Indiana University Overseas Study


Studying abroad for a year is more than just visiting a city and seeing all of the tourist parts. It’s about finding a niche, trying to make friends, and attempting a life. However, being here for an extended amount of time with classes, teaching, traveling, and everything else makes it’s easy to get stretched thin and lost in the day-to-day tasks. This can cause me to want to just relax and stay in, but then I feel as if I’m wasting my time here.

To combat this, I get lost.

Madrid is a big city and there are still many parts of it I have yet to discover. My new down time is to go out for a walk with no destination in mind. This is not only a great way to clear my head, but I am able to find hidden gems of the city and practice my Spanish by reading new signs and listening to the people on the streets.

For those worried about me (Mom, this is to you) – don’t worry. I still know about what part of the city I’m in and there are metro stops every few minutes’ walk that will rush me back home if need be.

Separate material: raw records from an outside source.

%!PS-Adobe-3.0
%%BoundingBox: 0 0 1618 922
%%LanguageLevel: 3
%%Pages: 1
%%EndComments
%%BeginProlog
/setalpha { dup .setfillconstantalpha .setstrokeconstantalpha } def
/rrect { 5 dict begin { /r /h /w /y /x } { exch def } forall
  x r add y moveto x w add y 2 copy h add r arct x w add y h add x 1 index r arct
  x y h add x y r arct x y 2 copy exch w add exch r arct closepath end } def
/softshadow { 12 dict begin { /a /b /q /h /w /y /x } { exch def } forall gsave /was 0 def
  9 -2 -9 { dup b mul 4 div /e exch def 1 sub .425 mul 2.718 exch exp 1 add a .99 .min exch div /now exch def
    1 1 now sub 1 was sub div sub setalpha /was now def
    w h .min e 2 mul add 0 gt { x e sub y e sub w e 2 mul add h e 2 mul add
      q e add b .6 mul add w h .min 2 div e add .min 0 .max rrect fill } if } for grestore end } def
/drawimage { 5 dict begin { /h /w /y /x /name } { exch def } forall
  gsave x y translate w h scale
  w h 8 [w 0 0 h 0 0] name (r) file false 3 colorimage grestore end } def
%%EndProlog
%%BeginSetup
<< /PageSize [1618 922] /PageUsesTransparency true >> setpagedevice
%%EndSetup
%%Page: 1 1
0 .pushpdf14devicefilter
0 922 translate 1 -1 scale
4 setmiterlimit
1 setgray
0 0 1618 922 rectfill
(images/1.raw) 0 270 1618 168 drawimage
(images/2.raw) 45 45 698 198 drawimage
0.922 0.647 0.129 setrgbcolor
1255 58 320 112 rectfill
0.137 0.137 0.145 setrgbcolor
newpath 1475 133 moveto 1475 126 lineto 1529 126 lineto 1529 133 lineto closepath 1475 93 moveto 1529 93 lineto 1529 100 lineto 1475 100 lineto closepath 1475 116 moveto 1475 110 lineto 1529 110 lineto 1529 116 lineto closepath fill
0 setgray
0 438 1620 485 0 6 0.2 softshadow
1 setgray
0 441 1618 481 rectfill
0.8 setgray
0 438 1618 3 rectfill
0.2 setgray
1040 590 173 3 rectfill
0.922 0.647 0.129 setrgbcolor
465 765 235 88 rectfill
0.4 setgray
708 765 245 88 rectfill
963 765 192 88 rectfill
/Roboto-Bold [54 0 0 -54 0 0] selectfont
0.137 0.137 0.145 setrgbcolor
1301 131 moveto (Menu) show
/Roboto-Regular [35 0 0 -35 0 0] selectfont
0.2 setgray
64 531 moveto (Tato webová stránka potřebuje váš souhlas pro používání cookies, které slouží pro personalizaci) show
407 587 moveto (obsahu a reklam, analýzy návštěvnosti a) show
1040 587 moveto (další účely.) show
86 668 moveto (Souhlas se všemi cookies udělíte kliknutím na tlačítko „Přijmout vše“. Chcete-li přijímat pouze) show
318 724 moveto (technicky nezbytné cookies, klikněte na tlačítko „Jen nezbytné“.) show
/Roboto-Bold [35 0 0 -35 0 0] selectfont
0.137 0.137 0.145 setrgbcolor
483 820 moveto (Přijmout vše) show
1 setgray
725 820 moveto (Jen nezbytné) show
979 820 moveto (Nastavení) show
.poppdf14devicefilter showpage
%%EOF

This is the best way to piece together the city. My sense of direction is getting better and I now know where almost all of the neighborhoods in Madrid are. My favorite neighborhood is Malasaña. It’s a “hip” neighborhood, as some may call it. I found this area one day at the beginning of the semester when looking for a certain bakery. I stumbled upon the street of vintage shops and knew I found my place.

A few days ago, a couple of friends and I were a bit lost walking home and again walked into this neighborhood. We found a record shop and comic store that I soon will return to. The first time I stumbled upon this area, I had no idea how close it was to my apartment. Now that I know, I intend to frequent this part of Madrid more often.

I’ve gotten the consensus from most people in my program that they all love to walk out and get lost within the streets of Madrid to find out where they are and the beautiful places around. I quite think that it is one of the best and most fun ways to understand where you live. I encourage everyone to do it at home, when studying abroad, or just when visiting a city.